I usually pack my lunch to take to work. It saves money, not to mention that it's usually nice not to have to go anywhere to get food. That means more reading time. =) Occasionally, I just have to get away from work for a bit, but I try to keep that to a minimum. I get lots of comments from those who envy my lunches, even when it's just a sandwich. "I bet you made that bread, didn't you?" No, I don't always, but I definitely like to when I have the time. I generally prefer hearty breads or rolls for my sandwiches, rather than traditional "sandwich bread." I'd rather save those pan loaves for toast, or better yet, French toast. They're also good for grilled cheese, but not what I prefer for cold sandwiches.
White bread dough also makes good dinner rolls, or hot dog & hamburger rolls. I almost never buy those anymore. Homemade ones just taste better, as well as hold up better to juicy burgers or sauerkraut on dogs.
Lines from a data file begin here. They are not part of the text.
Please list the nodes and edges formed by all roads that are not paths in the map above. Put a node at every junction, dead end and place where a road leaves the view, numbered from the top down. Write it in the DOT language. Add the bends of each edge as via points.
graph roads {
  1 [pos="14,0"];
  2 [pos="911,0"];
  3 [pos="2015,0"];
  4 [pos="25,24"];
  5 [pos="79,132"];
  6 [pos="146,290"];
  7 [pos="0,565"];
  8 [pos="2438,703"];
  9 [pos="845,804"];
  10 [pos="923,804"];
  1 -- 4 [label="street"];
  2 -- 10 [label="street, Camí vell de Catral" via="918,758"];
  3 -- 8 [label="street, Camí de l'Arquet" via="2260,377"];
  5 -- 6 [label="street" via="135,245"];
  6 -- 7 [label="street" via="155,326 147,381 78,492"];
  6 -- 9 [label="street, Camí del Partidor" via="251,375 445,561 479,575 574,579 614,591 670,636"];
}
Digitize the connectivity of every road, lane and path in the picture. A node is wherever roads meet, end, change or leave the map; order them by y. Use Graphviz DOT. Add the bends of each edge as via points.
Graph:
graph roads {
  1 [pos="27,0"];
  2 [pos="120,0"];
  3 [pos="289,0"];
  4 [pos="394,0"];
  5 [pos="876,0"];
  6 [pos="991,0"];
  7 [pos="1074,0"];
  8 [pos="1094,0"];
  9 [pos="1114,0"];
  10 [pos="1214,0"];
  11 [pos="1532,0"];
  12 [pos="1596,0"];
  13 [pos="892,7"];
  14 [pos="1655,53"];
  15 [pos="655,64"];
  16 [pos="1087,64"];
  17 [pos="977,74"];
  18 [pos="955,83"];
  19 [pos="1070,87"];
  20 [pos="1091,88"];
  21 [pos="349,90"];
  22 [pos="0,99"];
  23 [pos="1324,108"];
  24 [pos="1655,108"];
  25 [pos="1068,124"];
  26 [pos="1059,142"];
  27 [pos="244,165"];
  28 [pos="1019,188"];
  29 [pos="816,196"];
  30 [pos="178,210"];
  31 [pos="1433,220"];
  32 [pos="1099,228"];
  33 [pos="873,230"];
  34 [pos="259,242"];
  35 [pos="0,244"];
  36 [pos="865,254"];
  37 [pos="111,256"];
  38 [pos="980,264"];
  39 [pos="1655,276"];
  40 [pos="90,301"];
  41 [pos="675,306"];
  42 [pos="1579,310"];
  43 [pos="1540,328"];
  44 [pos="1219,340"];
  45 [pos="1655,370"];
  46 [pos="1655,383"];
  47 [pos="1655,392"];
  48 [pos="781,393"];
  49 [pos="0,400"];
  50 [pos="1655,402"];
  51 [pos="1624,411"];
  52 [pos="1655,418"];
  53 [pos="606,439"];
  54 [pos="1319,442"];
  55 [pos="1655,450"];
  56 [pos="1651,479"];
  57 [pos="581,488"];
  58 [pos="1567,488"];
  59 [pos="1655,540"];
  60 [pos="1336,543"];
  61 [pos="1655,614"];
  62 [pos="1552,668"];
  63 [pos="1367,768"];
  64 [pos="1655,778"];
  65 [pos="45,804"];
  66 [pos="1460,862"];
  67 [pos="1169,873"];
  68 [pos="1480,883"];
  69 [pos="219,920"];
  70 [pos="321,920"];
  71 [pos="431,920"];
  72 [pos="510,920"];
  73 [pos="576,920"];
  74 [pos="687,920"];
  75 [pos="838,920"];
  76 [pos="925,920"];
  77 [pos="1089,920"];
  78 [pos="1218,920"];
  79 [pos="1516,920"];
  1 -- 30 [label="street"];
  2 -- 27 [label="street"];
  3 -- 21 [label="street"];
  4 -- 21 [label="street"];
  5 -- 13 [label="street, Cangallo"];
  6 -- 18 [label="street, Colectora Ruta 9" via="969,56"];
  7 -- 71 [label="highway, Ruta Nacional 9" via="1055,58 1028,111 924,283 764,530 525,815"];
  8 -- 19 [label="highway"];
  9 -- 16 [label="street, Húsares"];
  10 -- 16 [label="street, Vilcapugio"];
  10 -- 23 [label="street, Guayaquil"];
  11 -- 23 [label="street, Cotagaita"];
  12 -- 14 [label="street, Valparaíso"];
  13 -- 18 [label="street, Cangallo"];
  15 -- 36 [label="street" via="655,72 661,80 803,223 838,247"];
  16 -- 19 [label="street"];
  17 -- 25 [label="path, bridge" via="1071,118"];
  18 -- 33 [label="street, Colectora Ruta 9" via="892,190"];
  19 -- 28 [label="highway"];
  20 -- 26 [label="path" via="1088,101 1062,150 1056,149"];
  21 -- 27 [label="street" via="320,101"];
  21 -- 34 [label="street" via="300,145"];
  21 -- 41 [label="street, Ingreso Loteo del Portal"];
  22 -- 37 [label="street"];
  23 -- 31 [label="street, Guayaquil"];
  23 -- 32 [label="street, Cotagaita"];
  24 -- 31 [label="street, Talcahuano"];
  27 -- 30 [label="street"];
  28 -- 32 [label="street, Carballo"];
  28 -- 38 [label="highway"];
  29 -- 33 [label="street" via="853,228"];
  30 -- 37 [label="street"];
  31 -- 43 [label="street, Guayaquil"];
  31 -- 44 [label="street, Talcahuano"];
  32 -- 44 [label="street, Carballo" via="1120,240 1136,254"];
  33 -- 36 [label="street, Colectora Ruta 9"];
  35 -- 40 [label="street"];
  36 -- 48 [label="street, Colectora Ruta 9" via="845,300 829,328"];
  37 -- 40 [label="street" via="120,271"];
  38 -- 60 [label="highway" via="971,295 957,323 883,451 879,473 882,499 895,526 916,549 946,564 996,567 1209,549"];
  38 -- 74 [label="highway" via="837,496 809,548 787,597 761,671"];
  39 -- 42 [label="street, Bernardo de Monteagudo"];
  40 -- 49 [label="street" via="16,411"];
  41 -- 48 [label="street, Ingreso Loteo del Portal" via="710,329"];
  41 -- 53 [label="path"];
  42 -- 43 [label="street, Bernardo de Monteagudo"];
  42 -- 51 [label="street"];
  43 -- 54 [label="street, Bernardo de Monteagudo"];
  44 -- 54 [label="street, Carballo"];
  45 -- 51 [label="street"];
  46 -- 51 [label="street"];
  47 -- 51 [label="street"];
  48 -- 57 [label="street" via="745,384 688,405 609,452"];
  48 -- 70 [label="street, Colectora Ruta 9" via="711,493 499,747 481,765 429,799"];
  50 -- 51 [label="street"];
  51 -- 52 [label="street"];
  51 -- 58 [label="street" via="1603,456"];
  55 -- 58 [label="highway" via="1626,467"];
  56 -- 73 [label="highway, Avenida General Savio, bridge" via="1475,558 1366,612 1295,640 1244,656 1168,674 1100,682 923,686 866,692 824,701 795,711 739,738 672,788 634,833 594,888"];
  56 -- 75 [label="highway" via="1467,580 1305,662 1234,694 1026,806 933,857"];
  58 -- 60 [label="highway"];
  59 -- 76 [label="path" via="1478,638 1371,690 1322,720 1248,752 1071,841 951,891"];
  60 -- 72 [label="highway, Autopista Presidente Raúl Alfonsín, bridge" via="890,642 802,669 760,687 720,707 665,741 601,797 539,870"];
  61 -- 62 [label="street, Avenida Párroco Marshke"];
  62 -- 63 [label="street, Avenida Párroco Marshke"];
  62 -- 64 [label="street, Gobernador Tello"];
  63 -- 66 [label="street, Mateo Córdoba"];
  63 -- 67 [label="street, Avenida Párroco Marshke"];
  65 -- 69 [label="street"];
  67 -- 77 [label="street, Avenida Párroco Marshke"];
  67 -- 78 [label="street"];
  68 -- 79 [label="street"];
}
Another great thing is that white bread loaves or rolls are relatively quick to make--you use a straight dough that is done all in one day. There's no need to remember to make a preferment the night before. The butter and sugar in the dough can slow the rising times a bit, but you can remedy that with either some SAF Gold yeast or using a slightly warmed oven as a proofing box. Either way, look out, since although the dough can get off to a slow start when proofing, once it gets going it can blow the lid off your container if you're not paying attention. =)
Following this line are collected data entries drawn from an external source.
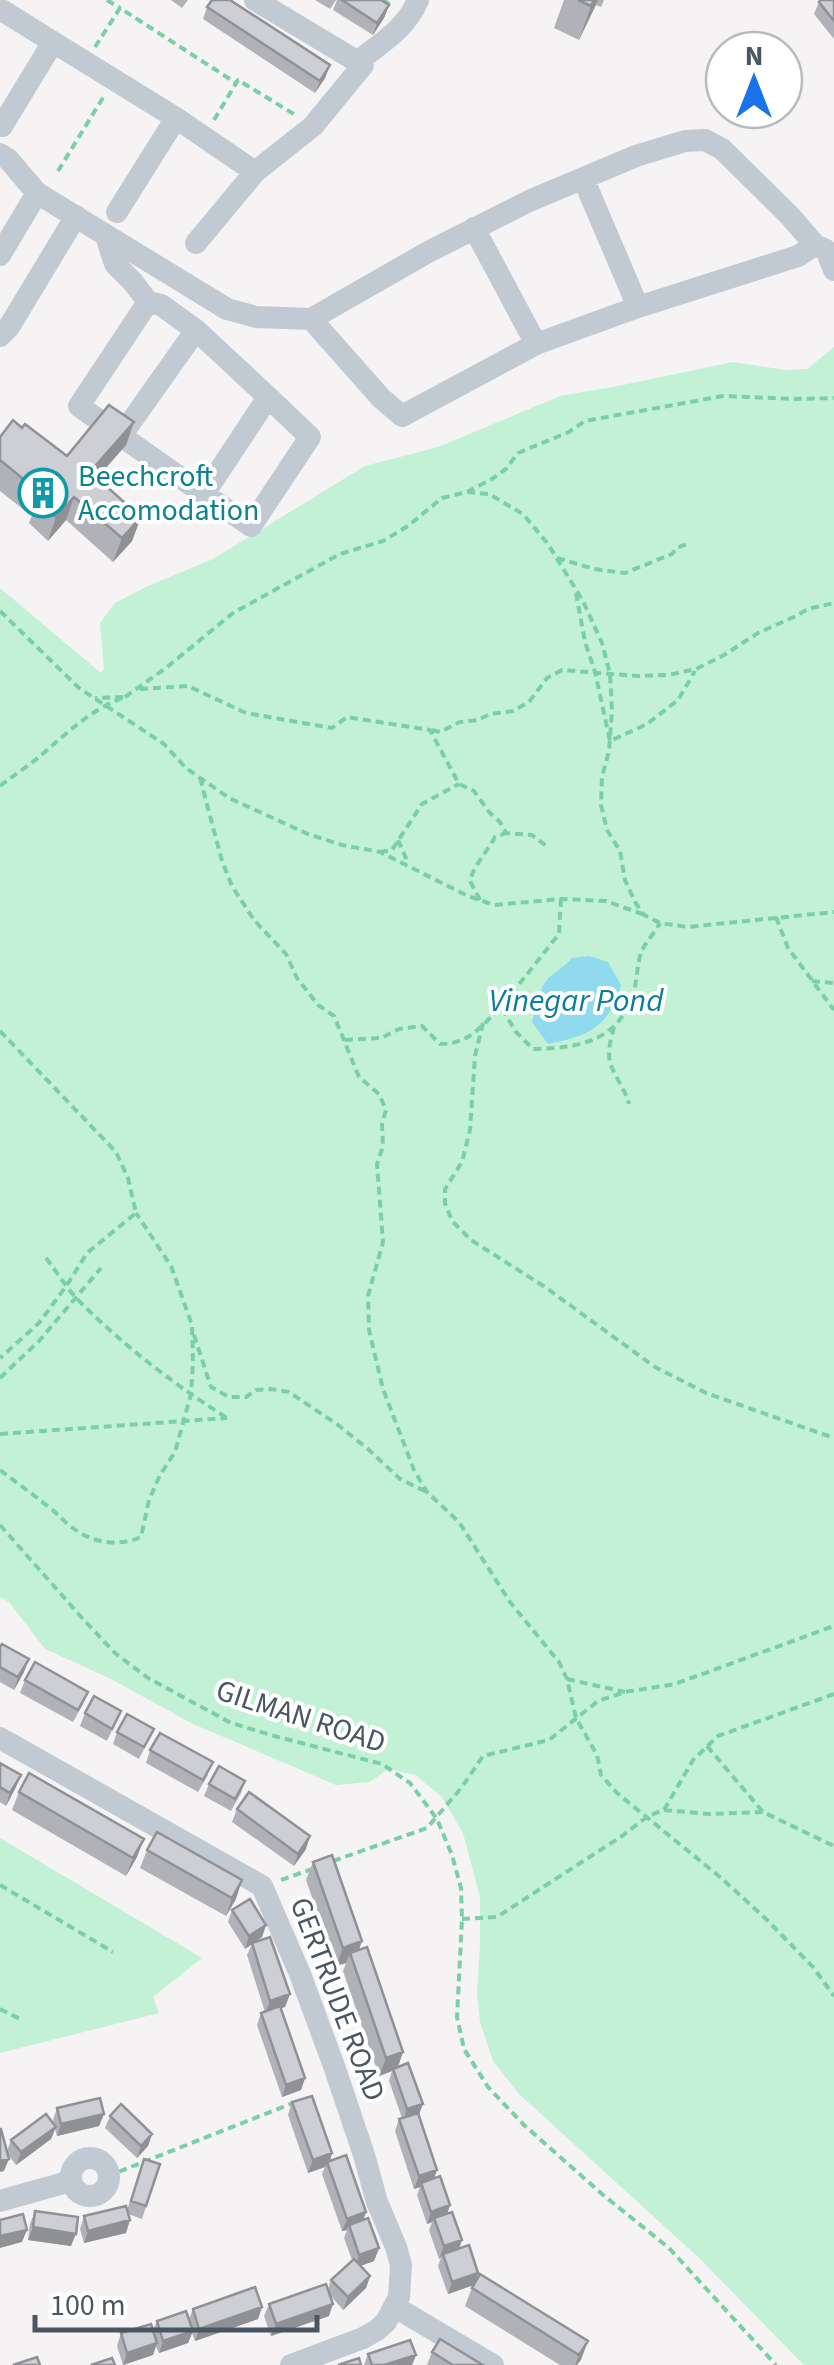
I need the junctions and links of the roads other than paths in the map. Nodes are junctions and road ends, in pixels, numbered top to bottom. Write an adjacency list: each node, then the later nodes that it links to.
1 (256, 0): 5 (street)
2 (418, 0): 5 (street)
3 (0, 9): 4 (street)
4 (53, 42): 6 (street); 7 (street)
5 (357, 62): 9 (street)
6 (176, 118): 9 (street); 12 (street)
7 (2, 126)
8 (0, 154): 11 (street)
9 (255, 172): 16 (street)
10 (583, 178): 14 (street); 17 (street); 21 (street)
11 (37, 193): 13 (street); 18 (street)
12 (117, 212)
13 (76, 216): 15 (street); 24 (street)
14 (474, 228): 22 (street); 25 (street)
15 (106, 236): 20 (street); 22 (street)
16 (196, 243)
17 (814, 245): 19 (street); 21 (street)
18 (0, 255)
19 (834, 270)
20 (148, 302): 23 (street); 27 (street)
21 (638, 306): 25 (street)
22 (311, 319): 25 (street)
23 (196, 330): 26 (street); 27 (street)
24 (0, 336)
25 (536, 344)
26 (268, 397): 28 (street); 28 (street)
27 (120, 436): 28 (street)
28 (204, 494)
29 (0, 1738): 32 (street, GERTRUDE ROAD)
30 (107, 2168): 31 (street)
31 (0, 2201)
32 (395, 2307): 33 (street); 34 (street)
33 (291, 2365)
34 (493, 2365)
I've pretty much decided that there's no way I'm going to fully complete the BBA Challenge, but my friends Kayte and Margaret are still trying to get it done. (Some of the recipes just don't appeal to me, and I don't feel like making them just to say that I did.) Even though I've skipped a bunch of recipes they invited me to join in on the White Bread variations. I don't actually make regular white bread very often--I usually can't help myself from substituting some white whole wheat flour for part of the bread flour. In fact, I did just that with the second variation of the BBA white bread, which I posted quite a while back. This time I decided to stay true to the recipe and make it with just bread flour. The first variation uses dry milk powder and water rather than milk or buttermilk. Fortunately I had some dry milk in my pantry, though I think it's almost time to replace it. Unless it's pretty fresh, I find that it tends to clump up and make small lumps in the dough.
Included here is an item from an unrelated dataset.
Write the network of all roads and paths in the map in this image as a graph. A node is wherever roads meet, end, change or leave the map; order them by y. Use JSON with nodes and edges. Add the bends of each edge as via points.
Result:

I made the dough with the lesser amount of water, but still found it to be quite sticky. I added some additional flour while it kneaded in the mixer. I often start doughs in my stand mixer then finish kneading them by hand so I don't overheat the machine. That's what I did for this recipe, and I ended up kneading in a bunch of bench flour by hand to get the dough to the point where it was just tacky rather than sticky. I didn't keep track of the time, I just kneaded until I got a fairly decent windowpane. It wasn't perfect, but I tend to be impatient when kneading. After the initial proofing (which took a couple hours), I formed the dough into one pan loaf and half a dozen oval rolls. After letting them rise, I baked the rolls first--they got 15 minutes at 400ºF. Then I turned the oven down to 350ºF and baked the loaf for about 30 minutes.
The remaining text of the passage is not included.